Şafağın sökmesine yakın saatler...
Uykum kaçtı bir türlü uyuyamıyorum...
Bir ara odamın penceresini açtım, gökyüzüne baktım...
Yeni doğan bir ışıltıya asılmış gözbebeğini gördüm. Işığın ve
gölgem arasında hiçbir fark kalmadığını anladım o an.
Varlığın en derin parçalarında, hayata dair tarifsiz acıları,
umutları sararmış bir kareli deftere yazdığım yıllara doğru
yolculuğa çıktım.
Adliye önünde Can Dündar’a yapılan silahlı saldırıyı, Dilek
Dündar’ın gözü pek davranışını, tetikçinin yakasına nasıl
yapıştığını bir kez daha anımsadım.
Gazeteye geldiklerinde sarıldım o güzel kadının, Can’ın karısı,
Ege’nin annesi Dilek’in boynuna.
Can yazısında anlattı, kahramanlık madalyasını(!) karısı Dilek’e
verdi...
Ben gün ağarmadan önce bilgisayarımın başına geçmiş, hayatın derin
sularında kürek çekmeye başlamıştım.
Aslı Gül ve Erdem Gül, sevginin tomurcuklanması gibi sessizliğin
soluğunu üflüyorlardı o gece beşinci katta.
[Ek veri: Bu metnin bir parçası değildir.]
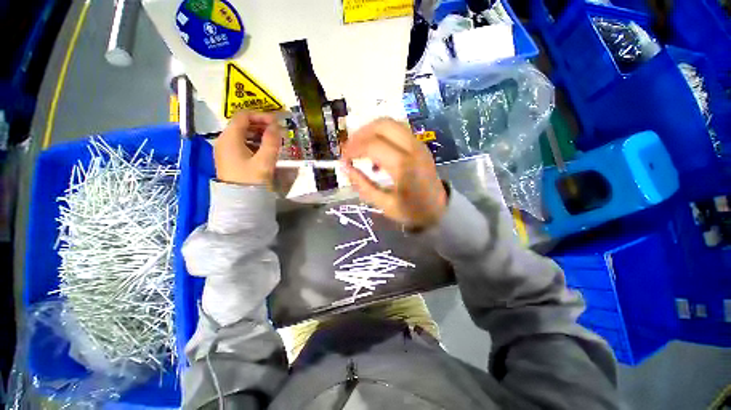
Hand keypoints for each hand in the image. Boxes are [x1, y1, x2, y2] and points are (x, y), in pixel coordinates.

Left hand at [214, 111, 281, 185]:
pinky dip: (254, 144)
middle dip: (261, 125)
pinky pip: (242, 145)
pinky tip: (265, 151)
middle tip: (277, 133)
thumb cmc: (251, 180)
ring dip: (259, 135)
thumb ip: (271, 141)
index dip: (261, 116)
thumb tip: (276, 126)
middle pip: (242, 124)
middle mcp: (224, 141)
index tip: (277, 123)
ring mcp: (225, 150)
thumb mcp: (264, 161)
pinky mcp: (229, 159)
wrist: (239, 202)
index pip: (243, 116)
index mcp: (230, 138)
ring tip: (274, 142)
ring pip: (242, 135)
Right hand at [342, 118, 447, 228]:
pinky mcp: (420, 144)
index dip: (353, 149)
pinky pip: (398, 129)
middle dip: (360, 133)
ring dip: (371, 130)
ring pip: (391, 123)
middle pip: (382, 125)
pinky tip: (376, 150)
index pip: (372, 145)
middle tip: (349, 148)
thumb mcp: (384, 204)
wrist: (440, 209)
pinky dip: (382, 134)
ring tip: (359, 146)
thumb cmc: (412, 211)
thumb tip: (345, 168)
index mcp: (403, 166)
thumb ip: (363, 185)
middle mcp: (412, 148)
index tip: (343, 160)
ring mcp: (418, 143)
Yeni doğan bir ışıltıya açılmış gözbebekleri, yarının ötesinde
kalan bir başlangıçın resmini çiziyorlardı özgürlük için...
Deltaların aralıklı vuruşları, Can ve Erdem için suç yaratıldığını
anlatmalıydı.
Örgüt, casusluk arayanlar gerçek habere 5 yıl 10 ay ceza
vermişti...
Akın Atalay’ın söylediği gibi Türkiye’de aklımızla alay eden bir
hukuk sistemi artık hayatımızın içindeydi.
Temel hak ve özgürlükler, halkın bilgi edinmesi, gazetecilik
tarihin çöplüğüne atılıyordu gözlerimizin önünde...
Adı “Adalet Sarayı”ydı diyordu Akın Atalay ve ekliyordu bu
yaşananlar karşısında:
“Buranın kapısında Adalet Sarayı” yazıyor ama burası mahkeme
binası. Mahkemeler de saray mahkemelerine dönüştürülüyor...
***
Bugün Anneler Günü...
18 yıl önce yazdığım bir yazı, gün ışımaya başladığında masamın
üzerinde duruyordu...
Acıları, hüzünleri, gözaltıları, işkenceleri, hapislik günlerini
anlatmışım...
Bugün yine sevda çiçekleri topluyorum anneler için...
Eski fotoğraflar, yiten anılar, sakladığımız düşler.
Gün ışımaya başladı ben düşünürken...
Güney rüzgârlarıyla Çukurova’ya iniyorum. Fırat, Dicle’nin
kıyısında soluk alıp veriyorum... Dersim’de, Hakkâri’de hayata
merhaba deyip İzmir’de imbatla uyanıyorum.